Understood, can you perhaps share a reference to the bug report?

>>> and it appears that the nvme_tcp_stop_queue
>>> sequence is racing against scheduled io_work.  The fault occurs when
>>> kernel_sendpage is called from the workqueue context and hits a NULL
>>> sock->ops pointer, which is cleared by kernel_sock_shutdown before the
>>> call to cancel_work_sync.
>>
>> Hmm, can you point me to where kernel_sock_shutdown is clearing
>> sock->ops? The assumption that nvme-tcp takes is that accessing
>> the socket is not allowed only after sock_release() but
>> still valid after kernel_sock_shutdown.
> 
> Looks like I need to apologize Sagi.  I'm not sure where I got turned
> around looking at the socket code, but you're right and
> kernel_sock_shutdown doesn't look to be the culprit here.
> 
> Thank you for the following detailed description. I'm going to go back
> to my crash report and take another look at this one.

No worries Chris, perhaps I can assist.

Is the dmesg log prior to the BUG available? Does it tell us anything
to what was going on leading to this?

Any more information about the test case? (load + controller reset)
Is the reset in a loop? Any more info about the load?
Any other 'interference' during the test?
How reproducible is this?
Is this Linux nvmet as the controller?
How many queues does the controller have? (it will help me understand
how easy it is to reproduce on a vm setup)

Cheers,
Sagi


^ permalink raw reply	[flat|nested] 8+ messages in thread

* Re: ncme-tcp: io_work NULL pointer when racing with queue stop
  2022-01-19  6:33     ` Sagi Grimberg
@ 2022-01-27 23:05       ` Sagi Grimberg
  2022-01-28  3:25         ` Chris Leech
  0 siblings, 1 reply; 8+ messages in thread
From: Sagi Grimberg @ 2022-01-27 23:05 UTC (permalink / raw)
  To: Chris Leech; +Cc: linux-nvme


>> Thank you for the following detailed description. I'm going to go back
>> to my crash report and take another look at this one.
> 
> No worries Chris, perhaps I can assist.
> 
> Is the dmesg log prior to the BUG available? Does it tell us anything
> to what was going on leading to this?
> 
> Any more information about the test case? (load + controller reset)
> Is the reset in a loop? Any more info about the load?
> Any other 'interference' during the test?
> How reproducible is this?
> Is this Linux nvmet as the controller?
> How many queues does the controller have? (it will help me understand
> how easy it is to reproduce on a vm setup)

I took another look at the code and I think I see how io_work maybe
triggered after a socket was released.
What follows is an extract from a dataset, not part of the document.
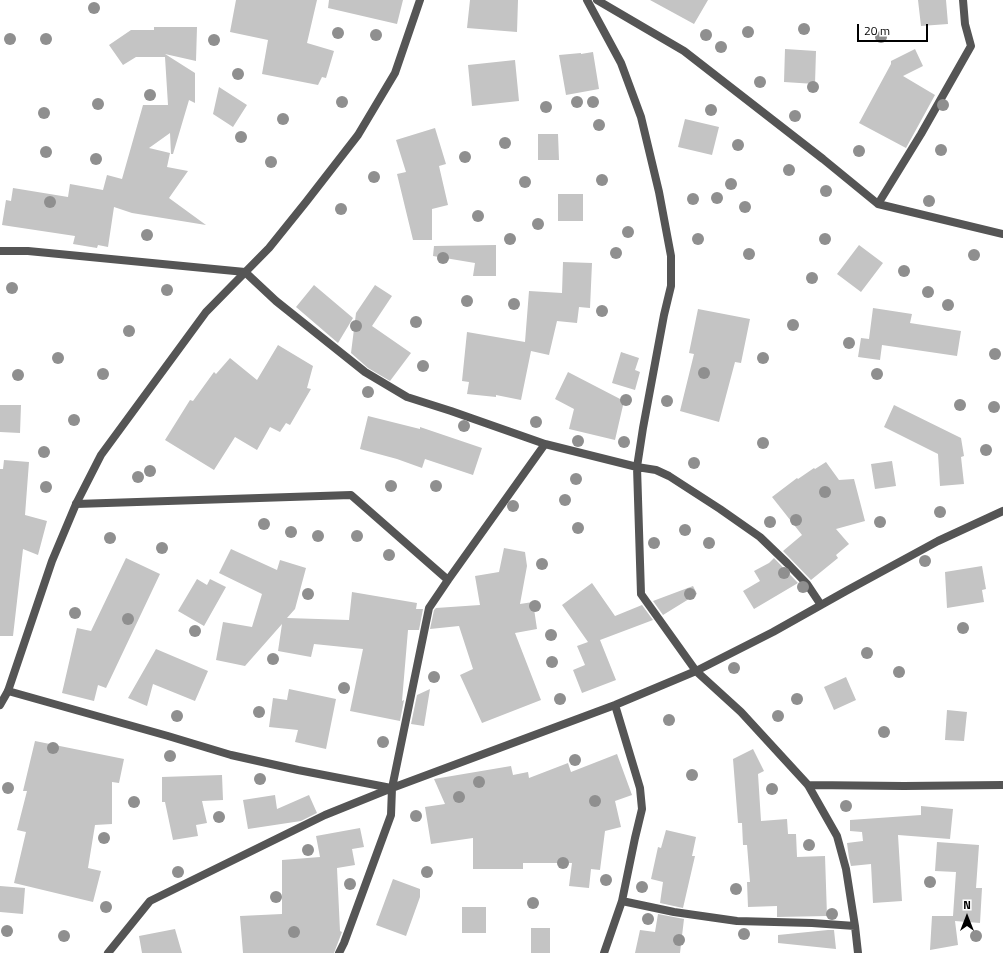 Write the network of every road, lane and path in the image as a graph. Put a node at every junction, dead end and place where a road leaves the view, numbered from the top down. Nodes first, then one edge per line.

The issue might be
.submit_async_event callback from the core.

When we start a reset, the first thing we do is stop the pending
work elements that may trigger io by calling nvme_stop_ctrl, and
then we continue to teardown the I/O queues and then the admin
queue (in nvme_tcp_teardown_ctrl).

So the sequence is:
         nvme_stop_ctrl(ctrl);
         nvme_tcp_teardown_ctrl(ctrl, false);

However, there is a possibility, after nvme_stop_ctrl but before
we teardown the admin queue, that the controller sends a AEN
and is processed by the host, which includes automatically
submitting another AER which in turn is calling the driver with
.submit_async_event (instead of the normal .queue_rq as AERs don't have
timeouts).

In nvme_tcp_submit_async_event we do not check the controller or
queue state and see that it is ready to accept a new submission like
we do in .queue_rq, so we blindly prepare the AER cmd queue it and
schedules io_work, but at this point I don't see what guarantees that
the queue (e.g. the socket) is not released.
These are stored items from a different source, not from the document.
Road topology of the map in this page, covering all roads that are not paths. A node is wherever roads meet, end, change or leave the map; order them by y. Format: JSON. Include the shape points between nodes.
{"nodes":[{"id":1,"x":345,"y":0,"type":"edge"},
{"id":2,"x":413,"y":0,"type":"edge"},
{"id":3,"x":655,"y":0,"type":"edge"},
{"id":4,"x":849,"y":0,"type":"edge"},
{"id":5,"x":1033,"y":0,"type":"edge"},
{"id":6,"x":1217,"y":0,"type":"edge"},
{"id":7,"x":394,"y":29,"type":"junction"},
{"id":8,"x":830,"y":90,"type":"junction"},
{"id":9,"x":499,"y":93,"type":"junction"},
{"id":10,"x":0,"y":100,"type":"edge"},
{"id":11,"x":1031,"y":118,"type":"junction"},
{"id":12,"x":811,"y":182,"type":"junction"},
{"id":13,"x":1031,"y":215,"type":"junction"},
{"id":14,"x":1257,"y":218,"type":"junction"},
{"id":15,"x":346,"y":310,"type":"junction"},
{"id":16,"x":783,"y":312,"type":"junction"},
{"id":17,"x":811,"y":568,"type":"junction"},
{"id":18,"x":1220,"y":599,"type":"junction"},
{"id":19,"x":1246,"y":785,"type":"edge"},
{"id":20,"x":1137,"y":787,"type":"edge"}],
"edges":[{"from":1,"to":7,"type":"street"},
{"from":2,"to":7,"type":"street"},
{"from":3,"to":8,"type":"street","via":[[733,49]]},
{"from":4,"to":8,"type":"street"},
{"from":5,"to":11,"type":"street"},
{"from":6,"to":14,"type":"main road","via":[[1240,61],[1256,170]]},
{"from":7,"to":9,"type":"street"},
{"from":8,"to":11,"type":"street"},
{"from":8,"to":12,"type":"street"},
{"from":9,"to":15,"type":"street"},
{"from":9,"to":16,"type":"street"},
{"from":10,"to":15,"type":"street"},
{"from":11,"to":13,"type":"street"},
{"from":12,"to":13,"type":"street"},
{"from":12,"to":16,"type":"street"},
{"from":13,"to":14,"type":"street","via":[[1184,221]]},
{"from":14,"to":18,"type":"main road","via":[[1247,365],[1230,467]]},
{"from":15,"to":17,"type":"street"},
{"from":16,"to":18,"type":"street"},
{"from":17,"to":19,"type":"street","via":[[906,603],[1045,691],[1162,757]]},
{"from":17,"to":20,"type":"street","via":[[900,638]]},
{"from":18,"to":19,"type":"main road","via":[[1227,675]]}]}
Unless I'm missing something, this flow will trigger a use-after-free
when io_work will attempt to access the socket.

I see we also don't flush the async_event_work in the error recovery
flow which we probably should so we can avoid such a race.
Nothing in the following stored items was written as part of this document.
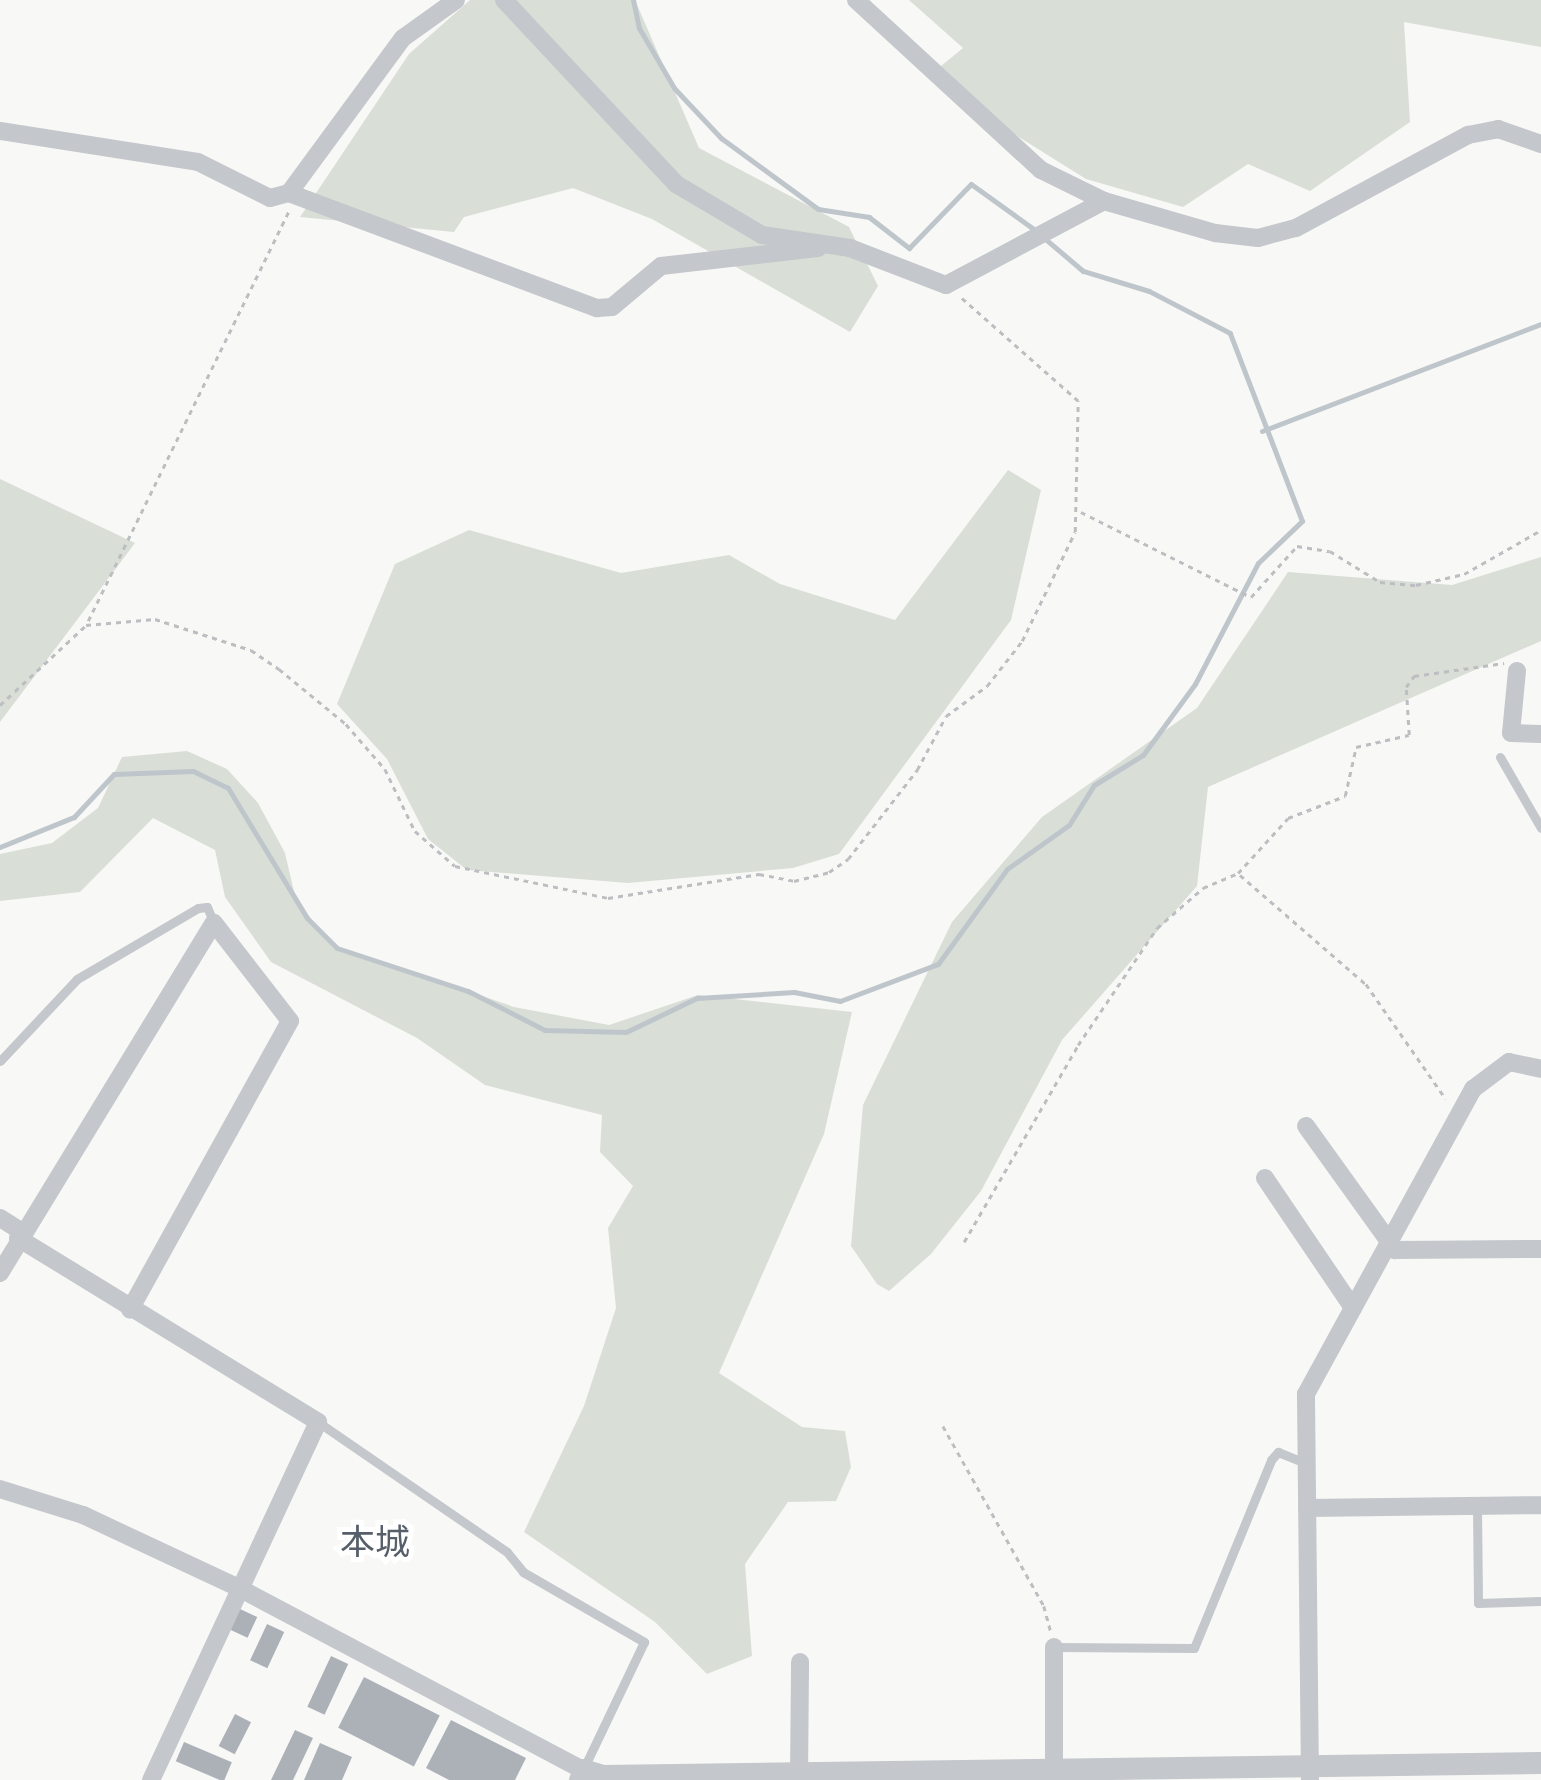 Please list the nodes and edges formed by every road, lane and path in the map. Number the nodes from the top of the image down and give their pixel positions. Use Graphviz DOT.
graph roads {
  1 [pos="456,0"];
  2 [pos="504,0"];
  3 [pos="856,0"];
  4 [pos="0,131"];
  5 [pos="1541,144"];
  6 [pos="291,197"];
  7 [pos="1104,202"];
  8 [pos="838,246"];
  9 [pos="946,285"];
  10 [pos="1079,512"];
  11 [pos="1541,530"];
  12 [pos="86,625"];
  13 [pos="1516,671"];
  14 [pos="0,705"];
  15 [pos="1541,734"];
  16 [pos="1500,756"];
  17 [pos="1541,828"];
  18 [pos="1238,873"];
  19 [pos="214,923"];
  20 [pos="0,1061"];
  21 [pos="1541,1068"];
  22 [pos="1458,1116"];
  23 [pos="1306,1126"];
  24 [pos="1265,1178"];
  25 [pos="0,1218"];
  26 [pos="20,1235"];
  27 [pos="964,1242"];
  28 [pos="1387,1245"];
  29 [pos="1541,1249"];
  30 [pos="0,1274"];
  31 [pos="1353,1308"];
  32 [pos="130,1310"];
  33 [pos="318,1422"];
  34 [pos="943,1426"];
  35 [pos="1307,1464"];
  36 [pos="0,1489"];
  37 [pos="1541,1505"];
  38 [pos="1477,1506"];
  39 [pos="1308,1508"];
  40 [pos="238,1588"];
  41 [pos="1541,1601"];
  42 [pos="1054,1647"];
  43 [pos="800,1662"];
  44 [pos="1541,1764"];
  45 [pos="1310,1773"];
  46 [pos="1054,1774"];
  47 [pos="581,1775"];
  48 [pos="799,1776"];
  49 [pos="151,1780"];
  1 -- 6 [label="street"];
  2 -- 8 [label="street"];
  3 -- 7 [label="street"];
  4 -- 6 [label="street"];
  5 -- 7 [label="street"];
  6 -- 8 [label="street"];
  6 -- 12 [label="path"];
  7 -- 9 [label="street"];
  8 -- 9 [label="street"];
  9 -- 10 [label="path"];
  10 -- 11 [label="path"];
  10 -- 12 [label="path"];
  12 -- 14 [label="path"];
  13 -- 15 [label="street"];
  13 -- 18 [label="path"];
  16 -- 17 [label="lane"];
  18 -- 22 [label="path"];
  18 -- 27 [label="path"];
  19 -- 20 [label="lane"];
  19 -- 26 [label="street"];
  19 -- 32 [label="street"];
  21 -- 22 [label="street"];
  22 -- 28 [label="street"];
  23 -- 28 [label="street"];
  24 -- 31 [label="street"];
  25 -- 26 [label="street"];
  26 -- 30 [label="street"];
  26 -- 32 [label="street"];
  28 -- 29 [label="street"];
  28 -- 31 [label="street"];
  31 -- 35 [label="street"];
  32 -- 33 [label="street"];
  33 -- 40 [label="street"];
  33 -- 47 [label="lane"];
  34 -- 42 [label="path"];
  35 -- 39 [label="street"];
  35 -- 42 [label="lane"];
  36 -- 40 [label="street"];
  37 -- 38 [label="street"];
  38 -- 39 [label="street"];
  38 -- 41 [label="lane"];
  39 -- 45 [label="street"];
  40 -- 47 [label="street"];
  40 -- 49 [label="street"];
  42 -- 46 [label="street"];
  43 -- 48 [label="street"];
  44 -- 45 [label="street"];
  45 -- 46 [label="street"];
  46 -- 48 [label="street"];
  47 -- 48 [label="street"];
}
I think that the below patch should address the issue:
--
diff --git a/drivers/nvme/host/tcp.c b/drivers/nvme/host/tcp.c
index 96725c3f1e77..bf380ca0e0d1 100644
--- a/drivers/nvme/host/tcp.c
+++ b/drivers/nvme/host/tcp.c
@@ -2097,6 +2097,7 @@ static void nvme_tcp_error_recovery_work(struct 
work_struct *work)

         nvme_auth_stop(ctrl);
         nvme_stop_keep_alive(ctrl);
+       flush_work(&ctrl->async_event_work);
         nvme_tcp_teardown_io_queues(ctrl, false);
         /* unquiesce to fail fast pending requests */
         nvme_start_queues(ctrl);
@@ -2212,6 +2213,10 @@ static void nvme_tcp_submit_async_event(struct 
nvme_ctrl *arg)
         struct nvme_tcp_cmd_pdu *pdu = ctrl->async_req.pdu;
         struct nvme_command *cmd = &pdu->cmd;
         u8 hdgst = nvme_tcp_hdgst_len(queue);
+       bool queue_ready = test_bit(NVME_TCP_Q_LIVE, &queue->flags);
+
+       if (ctrl->ctrl.state != NVME_CTRL_LIVE || !queue_ready)
+               return;

         memset(pdu, 0, sizeof(*pdu));
         pdu->hdr.type = nvme_tcp_cmd;
--

Chris, can you take this for some testing?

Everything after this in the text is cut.